» Exercise details:
All entries must come back exactly as given, with no pictures in the copy.

BEGIN Provided material

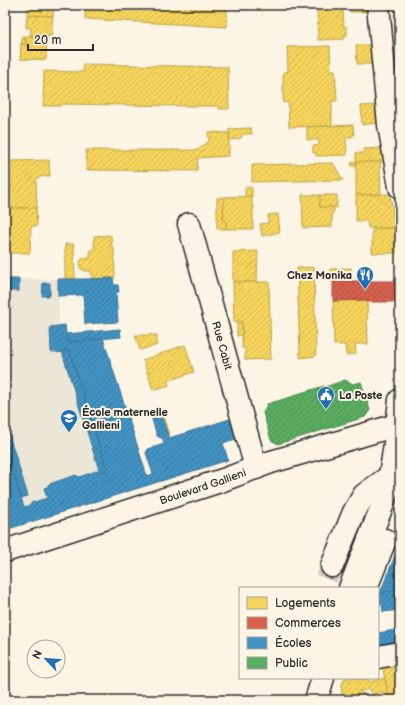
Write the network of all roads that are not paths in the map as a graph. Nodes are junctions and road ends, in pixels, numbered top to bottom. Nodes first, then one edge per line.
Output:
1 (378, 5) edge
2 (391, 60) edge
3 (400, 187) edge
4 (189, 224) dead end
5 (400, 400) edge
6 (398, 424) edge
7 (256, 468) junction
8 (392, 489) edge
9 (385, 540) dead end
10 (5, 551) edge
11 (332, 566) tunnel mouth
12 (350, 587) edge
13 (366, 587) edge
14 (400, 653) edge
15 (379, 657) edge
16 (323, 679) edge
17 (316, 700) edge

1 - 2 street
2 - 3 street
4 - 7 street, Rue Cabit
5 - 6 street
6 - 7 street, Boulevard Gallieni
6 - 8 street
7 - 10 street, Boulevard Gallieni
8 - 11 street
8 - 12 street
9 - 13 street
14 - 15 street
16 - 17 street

END Provided material

» Exercise output:
Write the network of all roads that are not paths in the map as a graph. Nodes are junctions and road ends, in pixels, numbered top to bottom. Nodes first, then one edge per line.
Output:
1 (378, 5) edge
2 (391, 60) edge
3 (400, 187) edge
4 (189, 224) dead end
5 (400, 400) edge
6 (398, 424) edge
7 (256, 468) junction
8 (392, 489) edge
9 (385, 540) dead end
10 (5, 551) edge
11 (332, 566) tunnel mouth
12 (350, 587) edge
13 (366, 587) edge
14 (400, 653) edge
15 (379, 657) edge
16 (323, 679) edge
17 (316, 700) edge

1 - 2 street
2 - 3 street
4 - 7 street, Rue Cabit
5 - 6 street
6 - 7 street, Boulevard Gallieni
6 - 8 street
7 - 10 street, Boulevard Gallieni
8 - 11 street
8 - 12 street
9 - 13 street
14 - 15 street
16 - 17 street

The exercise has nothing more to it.